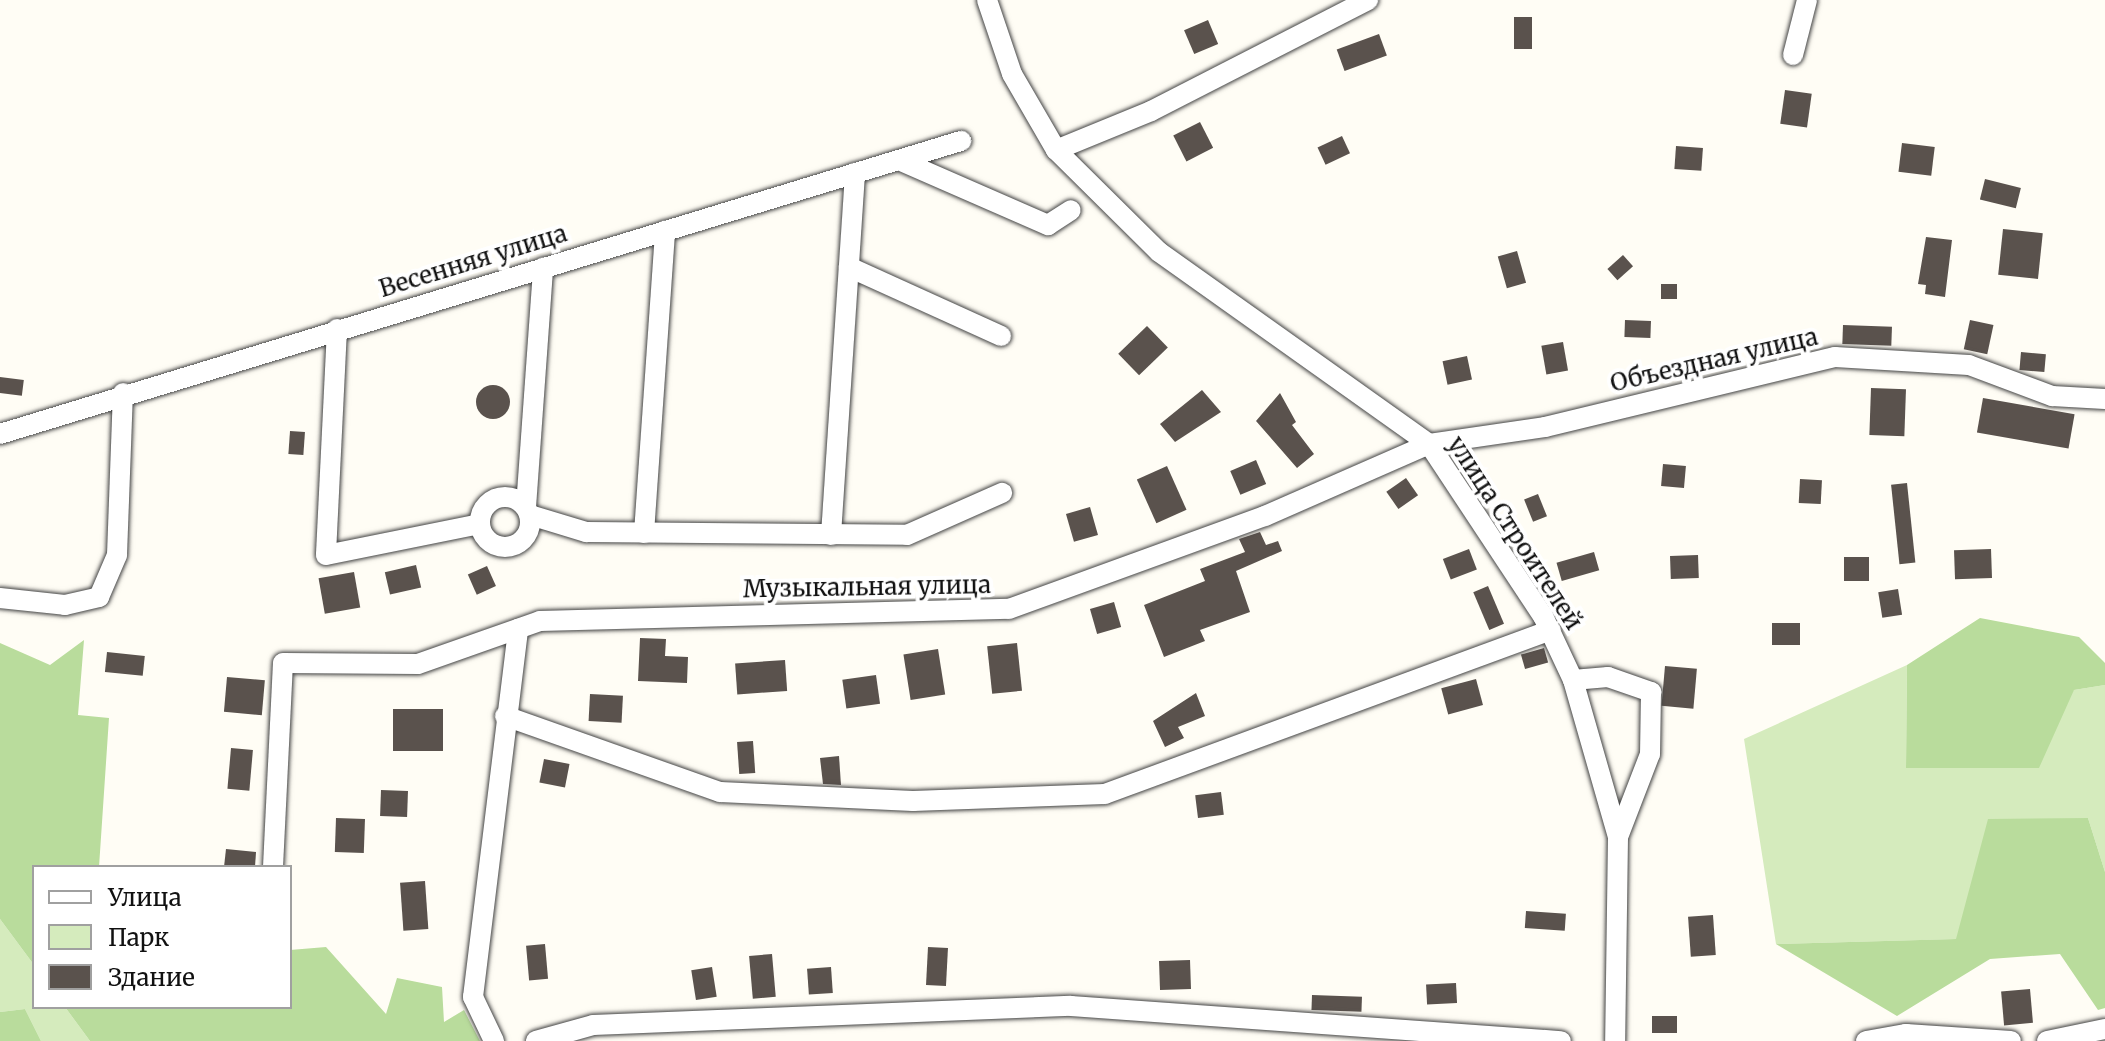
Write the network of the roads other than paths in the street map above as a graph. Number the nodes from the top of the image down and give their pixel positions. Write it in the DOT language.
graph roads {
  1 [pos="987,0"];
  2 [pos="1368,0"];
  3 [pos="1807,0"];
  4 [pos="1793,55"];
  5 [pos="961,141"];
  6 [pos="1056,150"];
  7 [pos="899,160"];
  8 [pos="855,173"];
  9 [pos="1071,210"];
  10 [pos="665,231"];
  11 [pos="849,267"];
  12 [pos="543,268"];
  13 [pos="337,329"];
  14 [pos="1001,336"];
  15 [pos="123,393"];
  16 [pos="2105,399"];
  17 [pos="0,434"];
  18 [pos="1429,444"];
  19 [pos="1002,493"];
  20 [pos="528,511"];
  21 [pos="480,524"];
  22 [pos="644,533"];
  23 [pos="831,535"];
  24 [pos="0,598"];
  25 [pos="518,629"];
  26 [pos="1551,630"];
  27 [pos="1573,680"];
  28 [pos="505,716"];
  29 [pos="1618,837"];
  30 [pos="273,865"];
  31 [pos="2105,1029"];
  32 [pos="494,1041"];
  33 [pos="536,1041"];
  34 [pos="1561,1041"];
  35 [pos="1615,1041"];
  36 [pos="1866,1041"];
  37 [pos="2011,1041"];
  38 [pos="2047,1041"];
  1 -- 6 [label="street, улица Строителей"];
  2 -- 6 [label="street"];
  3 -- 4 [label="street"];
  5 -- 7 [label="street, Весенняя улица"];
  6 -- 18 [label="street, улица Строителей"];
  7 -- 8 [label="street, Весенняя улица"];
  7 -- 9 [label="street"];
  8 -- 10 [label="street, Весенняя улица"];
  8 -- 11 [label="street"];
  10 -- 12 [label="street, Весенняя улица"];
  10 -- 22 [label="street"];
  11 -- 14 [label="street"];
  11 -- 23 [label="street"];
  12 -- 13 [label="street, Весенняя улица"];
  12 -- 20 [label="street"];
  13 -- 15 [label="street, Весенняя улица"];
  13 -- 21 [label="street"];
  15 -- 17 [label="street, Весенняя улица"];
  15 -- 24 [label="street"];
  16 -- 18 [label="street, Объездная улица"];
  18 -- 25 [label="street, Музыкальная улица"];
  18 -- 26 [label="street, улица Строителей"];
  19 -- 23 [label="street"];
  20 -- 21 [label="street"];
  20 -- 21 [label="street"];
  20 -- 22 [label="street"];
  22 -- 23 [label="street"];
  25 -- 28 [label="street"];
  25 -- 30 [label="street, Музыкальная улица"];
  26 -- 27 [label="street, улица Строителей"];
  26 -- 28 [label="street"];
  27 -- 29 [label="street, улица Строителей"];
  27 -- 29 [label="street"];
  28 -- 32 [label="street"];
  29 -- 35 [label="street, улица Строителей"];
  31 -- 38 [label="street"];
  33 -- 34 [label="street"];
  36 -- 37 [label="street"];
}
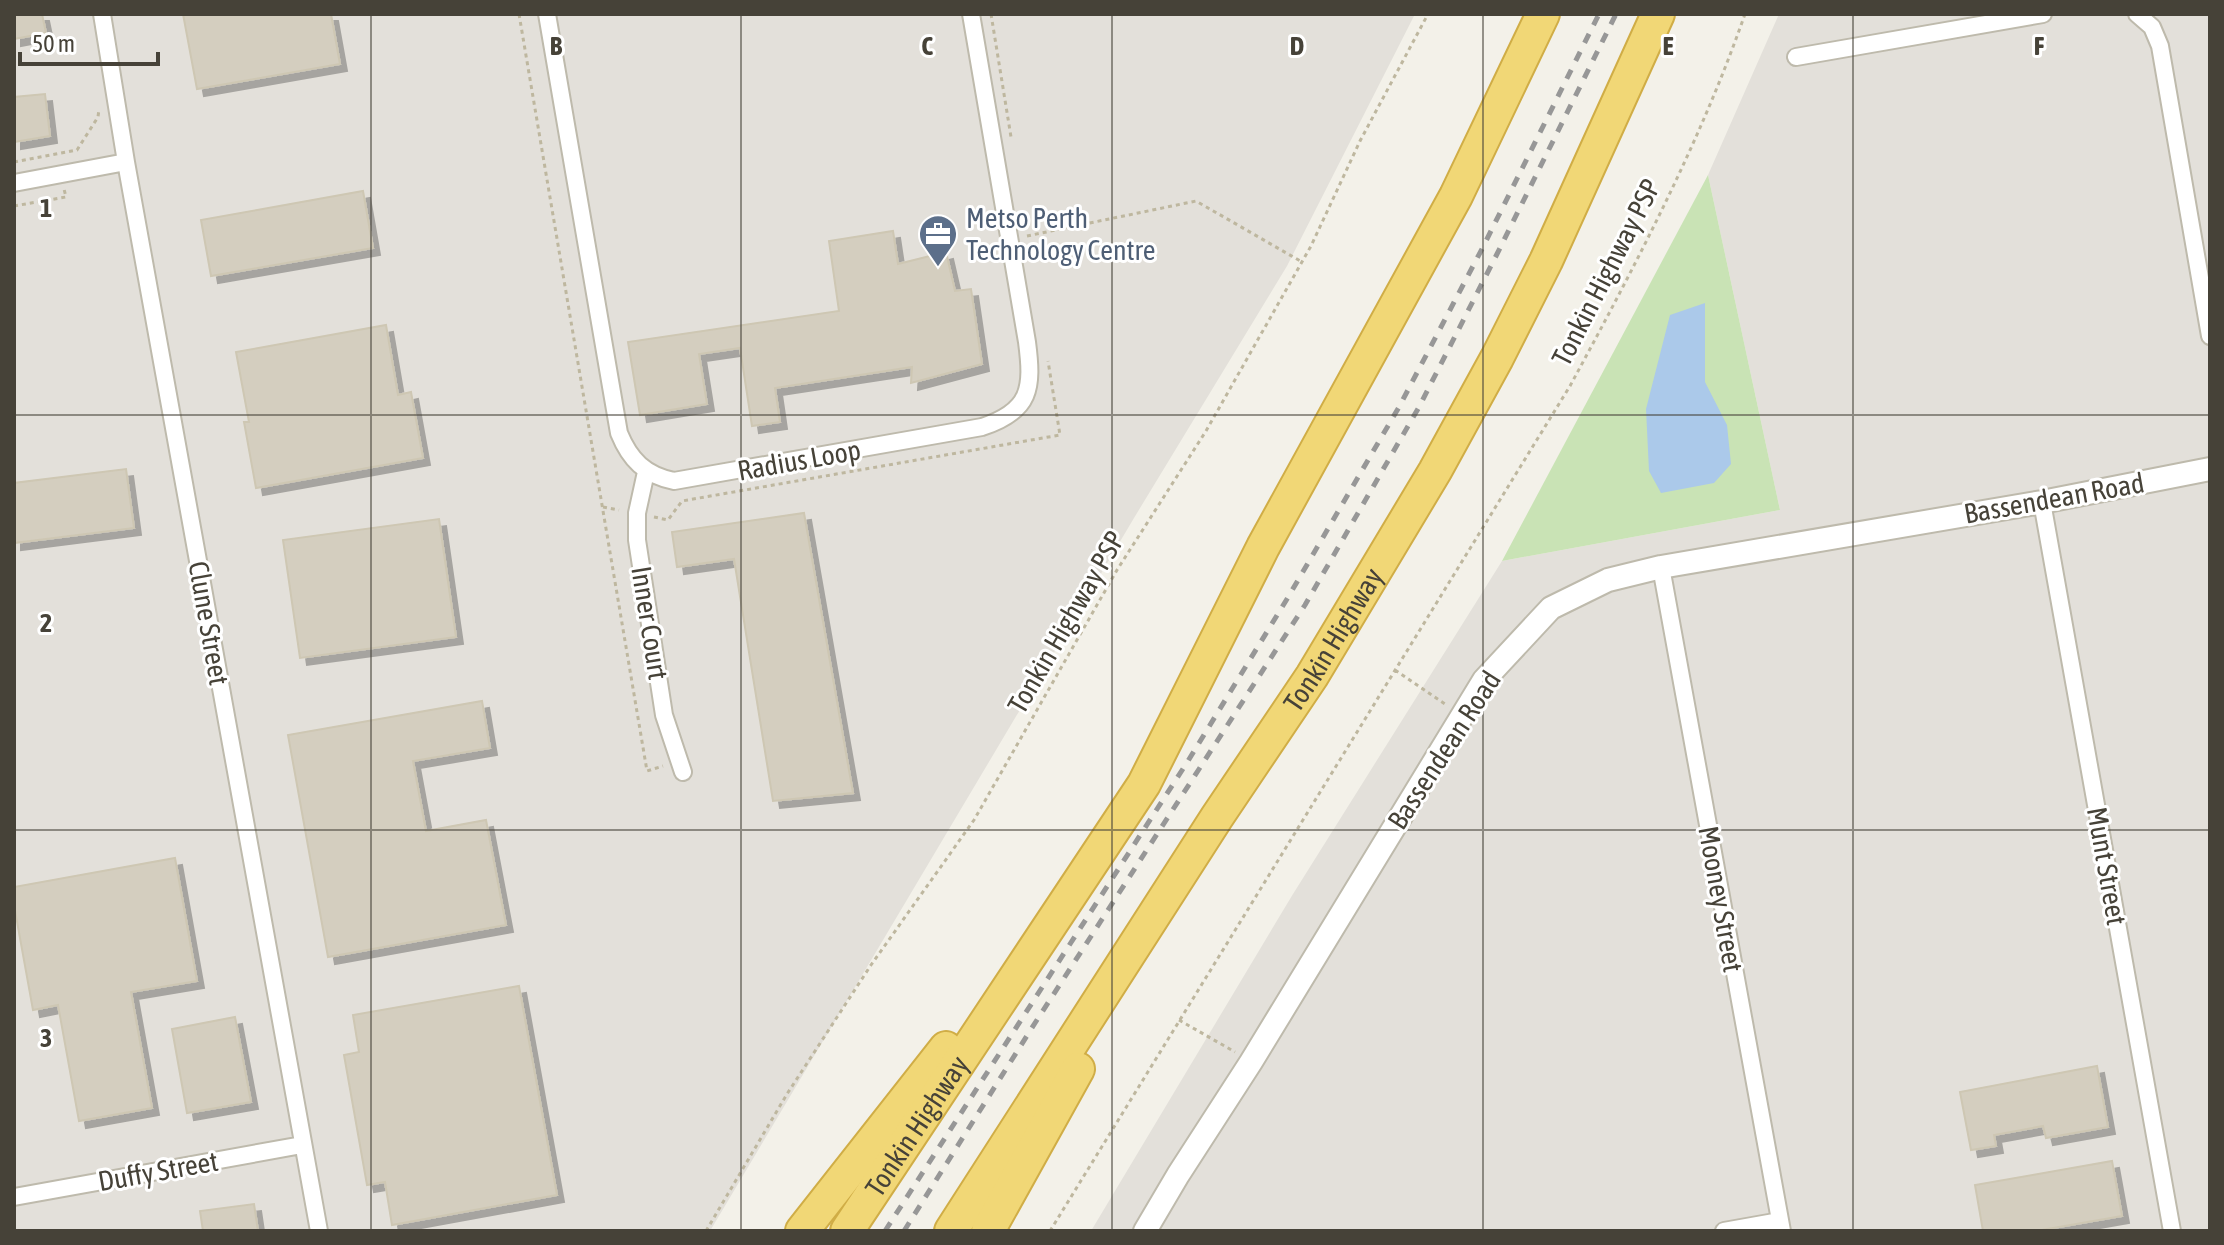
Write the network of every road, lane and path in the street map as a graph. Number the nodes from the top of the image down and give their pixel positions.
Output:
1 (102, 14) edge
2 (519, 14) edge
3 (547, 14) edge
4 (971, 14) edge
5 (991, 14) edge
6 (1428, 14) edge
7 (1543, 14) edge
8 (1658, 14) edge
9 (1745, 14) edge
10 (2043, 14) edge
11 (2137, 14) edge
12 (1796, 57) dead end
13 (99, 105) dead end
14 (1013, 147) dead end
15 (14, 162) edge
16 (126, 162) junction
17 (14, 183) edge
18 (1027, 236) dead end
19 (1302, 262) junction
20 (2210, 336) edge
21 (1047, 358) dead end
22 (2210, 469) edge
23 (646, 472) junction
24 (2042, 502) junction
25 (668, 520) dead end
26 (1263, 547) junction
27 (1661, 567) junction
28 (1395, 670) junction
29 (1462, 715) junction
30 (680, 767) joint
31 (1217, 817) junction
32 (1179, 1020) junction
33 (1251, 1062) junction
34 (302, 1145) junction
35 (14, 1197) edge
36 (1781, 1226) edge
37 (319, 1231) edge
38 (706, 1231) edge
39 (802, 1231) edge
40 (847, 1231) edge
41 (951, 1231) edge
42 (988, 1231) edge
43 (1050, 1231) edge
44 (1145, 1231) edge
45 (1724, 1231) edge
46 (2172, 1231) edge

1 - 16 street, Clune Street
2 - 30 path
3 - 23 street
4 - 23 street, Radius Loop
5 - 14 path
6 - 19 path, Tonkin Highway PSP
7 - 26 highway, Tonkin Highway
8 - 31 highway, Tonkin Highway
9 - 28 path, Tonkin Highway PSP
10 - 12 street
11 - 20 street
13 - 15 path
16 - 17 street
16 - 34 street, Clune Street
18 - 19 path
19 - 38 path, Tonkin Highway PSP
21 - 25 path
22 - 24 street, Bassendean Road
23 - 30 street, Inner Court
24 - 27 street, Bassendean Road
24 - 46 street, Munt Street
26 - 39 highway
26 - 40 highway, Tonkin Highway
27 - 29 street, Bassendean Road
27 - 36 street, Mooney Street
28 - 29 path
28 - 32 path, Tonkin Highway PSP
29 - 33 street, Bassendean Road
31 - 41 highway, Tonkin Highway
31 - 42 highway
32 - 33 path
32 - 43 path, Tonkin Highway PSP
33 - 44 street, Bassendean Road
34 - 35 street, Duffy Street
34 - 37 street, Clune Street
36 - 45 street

============

**Problem description:** Output all the records above again exactly, with the pictures dropped.

**Answer below:**
Write the network of the roads other than paths in the street map above as a graph. Number the nodes from the top of the image down and give their pixel positions. Write it in the DOT language.
graph roads {
  1 [pos="987,0"];
  2 [pos="1368,0"];
  3 [pos="1807,0"];
  4 [pos="1793,55"];
  5 [pos="961,141"];
  6 [pos="1056,150"];
  7 [pos="899,160"];
  8 [pos="855,173"];
  9 [pos="1071,210"];
  10 [pos="665,231"];
  11 [pos="849,267"];
  12 [pos="543,268"];
  13 [pos="337,329"];
  14 [pos="1001,336"];
  15 [pos="123,393"];
  16 [pos="2105,399"];
  17 [pos="0,434"];
  18 [pos="1429,444"];
  19 [pos="1002,493"];
  20 [pos="528,511"];
  21 [pos="480,524"];
  22 [pos="644,533"];
  23 [pos="831,535"];
  24 [pos="0,598"];
  25 [pos="518,629"];
  26 [pos="1551,630"];
  27 [pos="1573,680"];
  28 [pos="505,716"];
  29 [pos="1618,837"];
  30 [pos="273,865"];
  31 [pos="2105,1029"];
  32 [pos="494,1041"];
  33 [pos="536,1041"];
  34 [pos="1561,1041"];
  35 [pos="1615,1041"];
  36 [pos="1866,1041"];
  37 [pos="2011,1041"];
  38 [pos="2047,1041"];
  1 -- 6 [label="street, улица Строителей"];
  2 -- 6 [label="street"];
  3 -- 4 [label="street"];
  5 -- 7 [label="street, Весенняя улица"];
  6 -- 18 [label="street, улица Строителей"];
  7 -- 8 [label="street, Весенняя улица"];
  7 -- 9 [label="street"];
  8 -- 10 [label="street, Весенняя улица"];
  8 -- 11 [label="street"];
  10 -- 12 [label="street, Весенняя улица"];
  10 -- 22 [label="street"];
  11 -- 14 [label="street"];
  11 -- 23 [label="street"];
  12 -- 13 [label="street, Весенняя улица"];
  12 -- 20 [label="street"];
  13 -- 15 [label="street, Весенняя улица"];
  13 -- 21 [label="street"];
  15 -- 17 [label="street, Весенняя улица"];
  15 -- 24 [label="street"];
  16 -- 18 [label="street, Объездная улица"];
  18 -- 25 [label="street, Музыкальная улица"];
  18 -- 26 [label="street, улица Строителей"];
  19 -- 23 [label="street"];
  20 -- 21 [label="street"];
  20 -- 21 [label="street"];
  20 -- 22 [label="street"];
  22 -- 23 [label="street"];
  25 -- 28 [label="street"];
  25 -- 30 [label="street, Музыкальная улица"];
  26 -- 27 [label="street, улица Строителей"];
  26 -- 28 [label="street"];
  27 -- 29 [label="street, улица Строителей"];
  27 -- 29 [label="street"];
  28 -- 32 [label="street"];
  29 -- 35 [label="street, улица Строителей"];
  31 -- 38 [label="street"];
  33 -- 34 [label="street"];
  36 -- 37 [label="street"];
}
Write the network of every road, lane and path in the street map as a graph. Number the nodes from the top of the image down and give their pixel positions.
Output:
1 (102, 14) edge
2 (519, 14) edge
3 (547, 14) edge
4 (971, 14) edge
5 (991, 14) edge
6 (1428, 14) edge
7 (1543, 14) edge
8 (1658, 14) edge
9 (1745, 14) edge
10 (2043, 14) edge
11 (2137, 14) edge
12 (1796, 57) dead end
13 (99, 105) dead end
14 (1013, 147) dead end
15 (14, 162) edge
16 (126, 162) junction
17 (14, 183) edge
18 (1027, 236) dead end
19 (1302, 262) junction
20 (2210, 336) edge
21 (1047, 358) dead end
22 (2210, 469) edge
23 (646, 472) junction
24 (2042, 502) junction
25 (668, 520) dead end
26 (1263, 547) junction
27 (1661, 567) junction
28 (1395, 670) junction
29 (1462, 715) junction
30 (680, 767) joint
31 (1217, 817) junction
32 (1179, 1020) junction
33 (1251, 1062) junction
34 (302, 1145) junction
35 (14, 1197) edge
36 (1781, 1226) edge
37 (319, 1231) edge
38 (706, 1231) edge
39 (802, 1231) edge
40 (847, 1231) edge
41 (951, 1231) edge
42 (988, 1231) edge
43 (1050, 1231) edge
44 (1145, 1231) edge
45 (1724, 1231) edge
46 (2172, 1231) edge

1 - 16 street, Clune Street
2 - 30 path
3 - 23 street
4 - 23 street, Radius Loop
5 - 14 path
6 - 19 path, Tonkin Highway PSP
7 - 26 highway, Tonkin Highway
8 - 31 highway, Tonkin Highway
9 - 28 path, Tonkin Highway PSP
10 - 12 street
11 - 20 street
13 - 15 path
16 - 17 street
16 - 34 street, Clune Street
18 - 19 path
19 - 38 path, Tonkin Highway PSP
21 - 25 path
22 - 24 street, Bassendean Road
23 - 30 street, Inner Court
24 - 27 street, Bassendean Road
24 - 46 street, Munt Street
26 - 39 highway
26 - 40 highway, Tonkin Highway
27 - 29 street, Bassendean Road
27 - 36 street, Mooney Street
28 - 29 path
28 - 32 path, Tonkin Highway PSP
29 - 33 street, Bassendean Road
31 - 41 highway, Tonkin Highway
31 - 42 highway
32 - 33 path
32 - 43 path, Tonkin Highway PSP
33 - 44 street, Bassendean Road
34 - 35 street, Duffy Street
34 - 37 street, Clune Street
36 - 45 street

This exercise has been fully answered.